__DATA EXTRACT__:
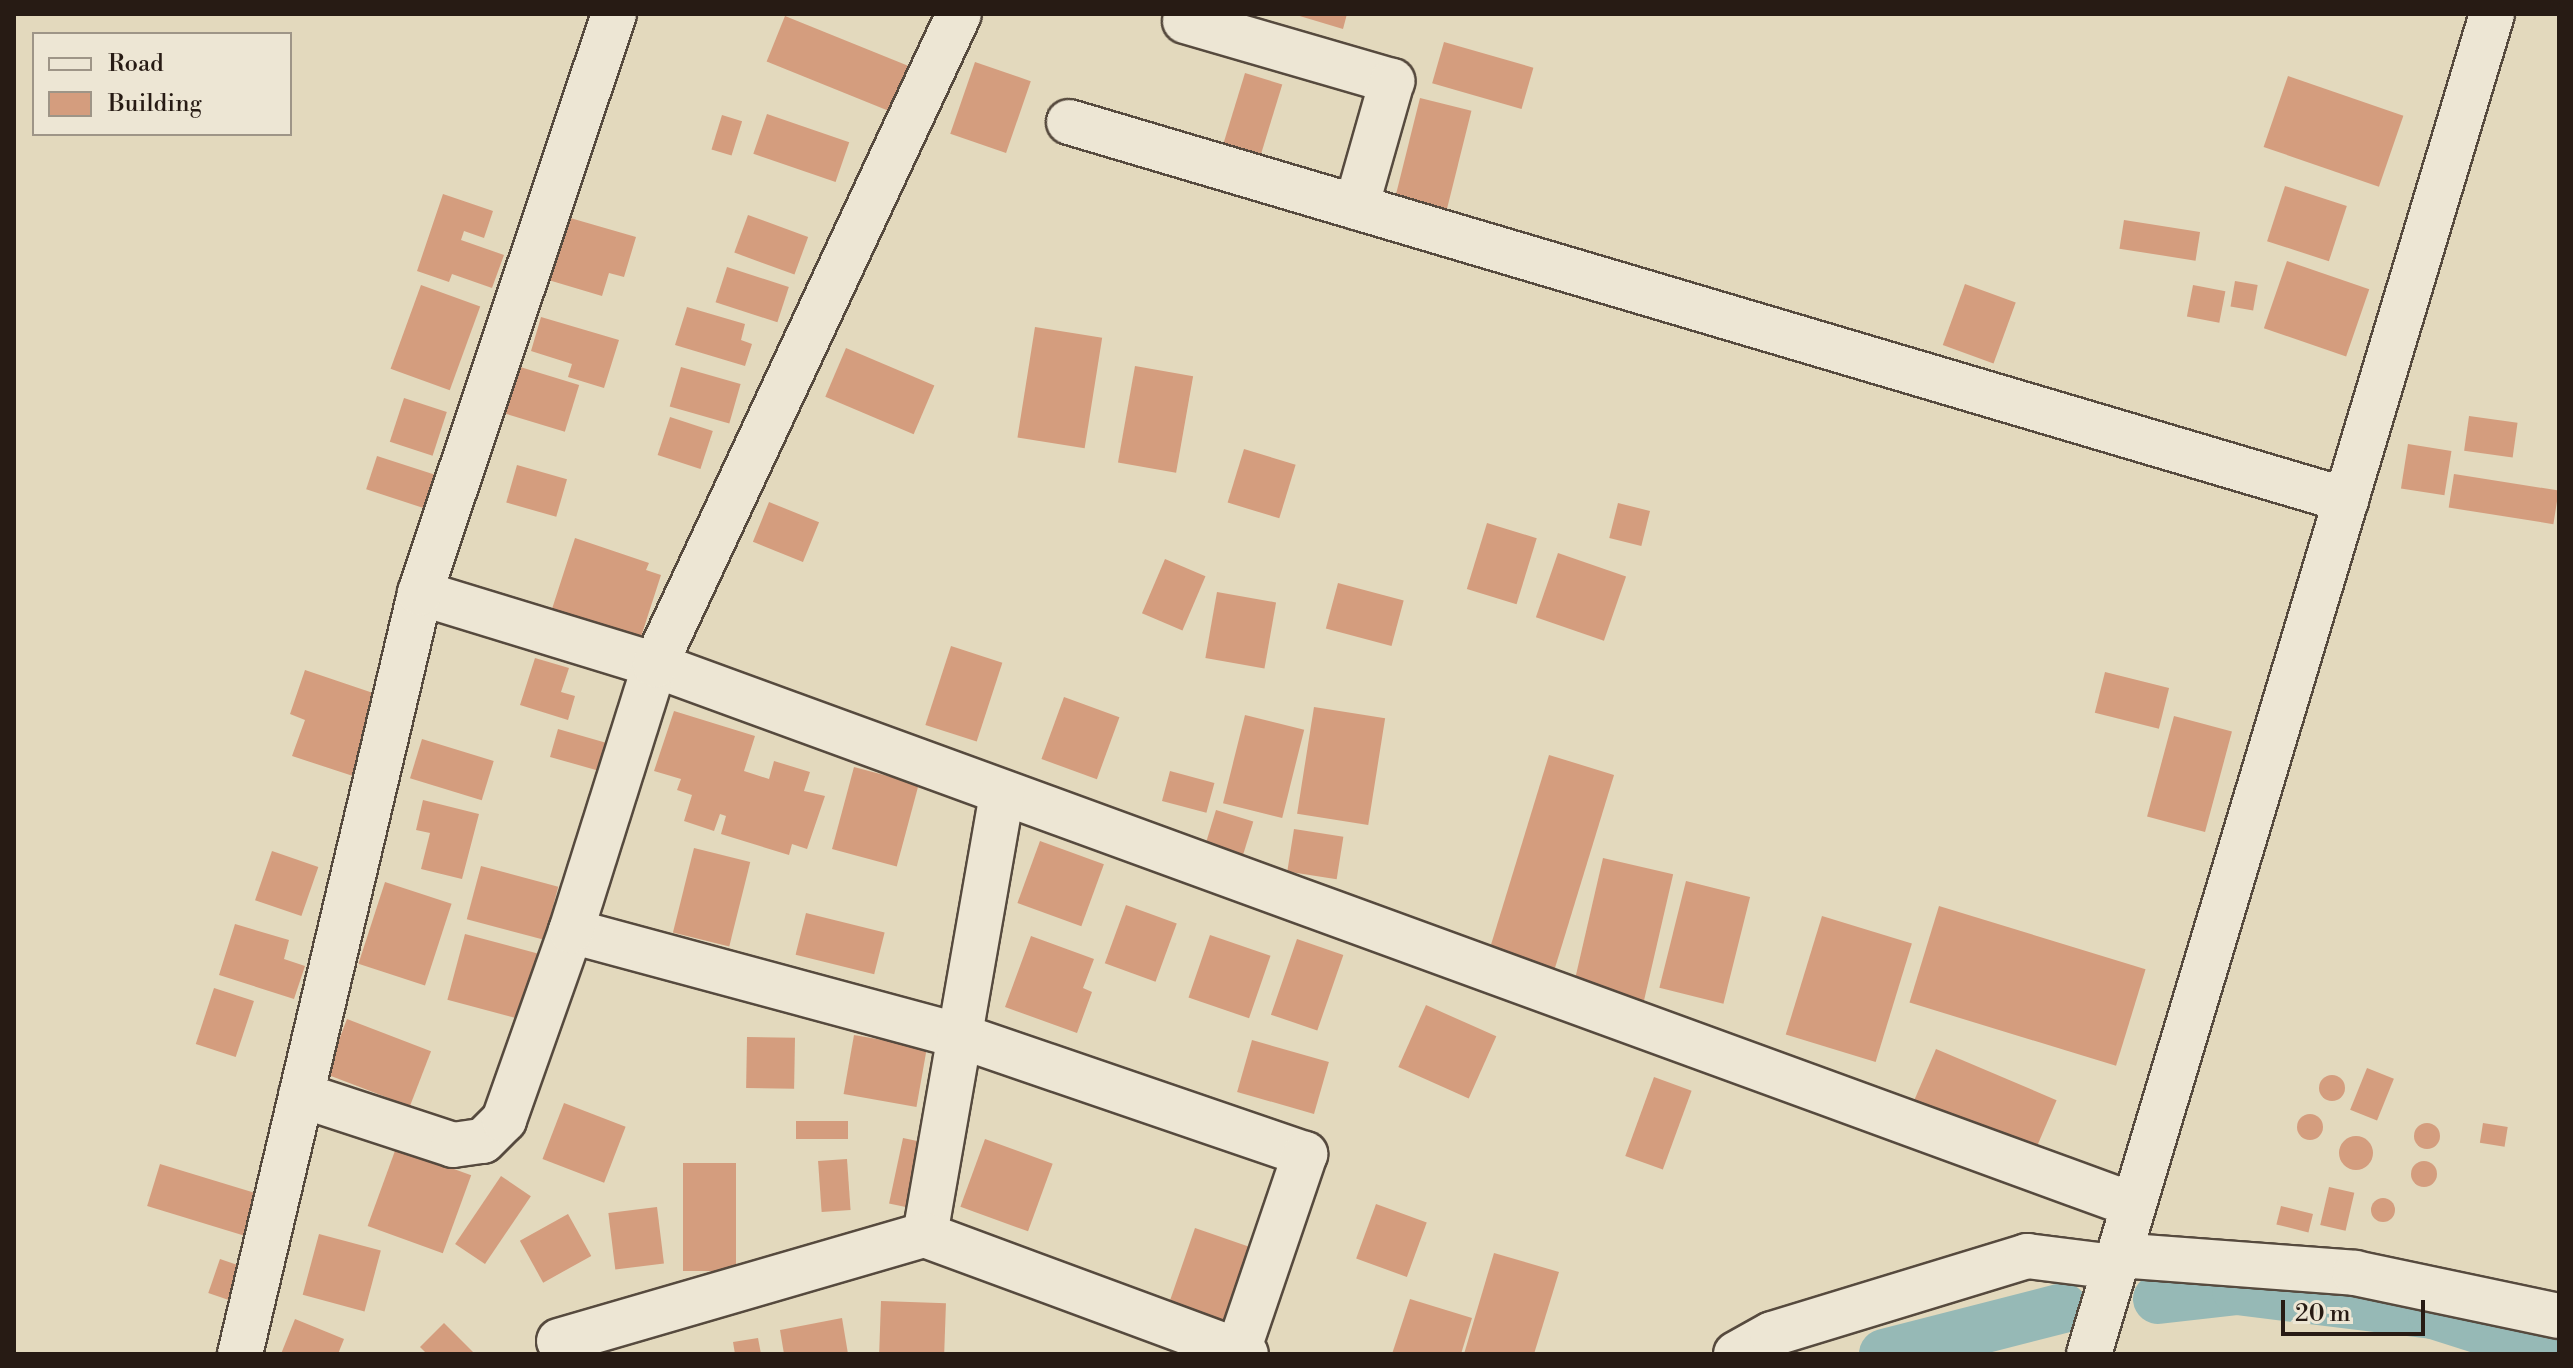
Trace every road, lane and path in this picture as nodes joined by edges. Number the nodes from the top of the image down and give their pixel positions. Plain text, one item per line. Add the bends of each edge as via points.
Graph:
1 (614, 14) edge
2 (959, 14) edge
3 (1185, 21) dead end
4 (2488, 32) edge
5 (1069, 122) dead end
6 (1356, 207) junction
7 (2346, 500) junction
8 (420, 593) junction
9 (655, 665) junction
10 (1002, 793) junction
11 (571, 931) junction
12 (960, 1036) junction
13 (301, 1095) junction
14 (2133, 1205) junction
15 (925, 1235) junction
16 (2116, 1261) junction
17 (2559, 1316) edge
18 (559, 1341) dead end
19 (1242, 1352) edge
20 (240, 1354) edge
21 (1736, 1354) edge
22 (2089, 1354) edge

1 - 8 street
2 - 9 street
3 - 6 street via 1392,81
4 - 7 street
5 - 6 street
6 - 7 street
7 - 14 street
8 - 9 street
8 - 13 street
9 - 10 street
9 - 11 street
10 - 12 street
10 - 14 street
11 - 12 street
11 - 13 street via 504,1120 483,1141 453,1145
12 - 15 street
12 - 19 street via 1305,1154
13 - 20 street
14 - 16 street
15 - 18 street
15 - 19 street
16 - 17 street via 2355,1273
16 - 21 street via 2027,1256 1772,1334
16 - 22 street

__AIM OF THE EXERCISE__: Type out all the records verbatim, minus images.

__RESULT OF THE EXERCISE__:
Trace every road, lane and path in this picture as nodes joined by edges. Number the nodes from the top of the image down and give their pixel positions. Plain text, one item per line. Add the bends of each edge as via points.
Graph:
1 (614, 14) edge
2 (959, 14) edge
3 (1185, 21) dead end
4 (2488, 32) edge
5 (1069, 122) dead end
6 (1356, 207) junction
7 (2346, 500) junction
8 (420, 593) junction
9 (655, 665) junction
10 (1002, 793) junction
11 (571, 931) junction
12 (960, 1036) junction
13 (301, 1095) junction
14 (2133, 1205) junction
15 (925, 1235) junction
16 (2116, 1261) junction
17 (2559, 1316) edge
18 (559, 1341) dead end
19 (1242, 1352) edge
20 (240, 1354) edge
21 (1736, 1354) edge
22 (2089, 1354) edge

1 - 8 street
2 - 9 street
3 - 6 street via 1392,81
4 - 7 street
5 - 6 street
6 - 7 street
7 - 14 street
8 - 9 street
8 - 13 street
9 - 10 street
9 - 11 street
10 - 12 street
10 - 14 street
11 - 12 street
11 - 13 street via 504,1120 483,1141 453,1145
12 - 15 street
12 - 19 street via 1305,1154
13 - 20 street
14 - 16 street
15 - 18 street
15 - 19 street
16 - 17 street via 2355,1273
16 - 21 street via 2027,1256 1772,1334
16 - 22 street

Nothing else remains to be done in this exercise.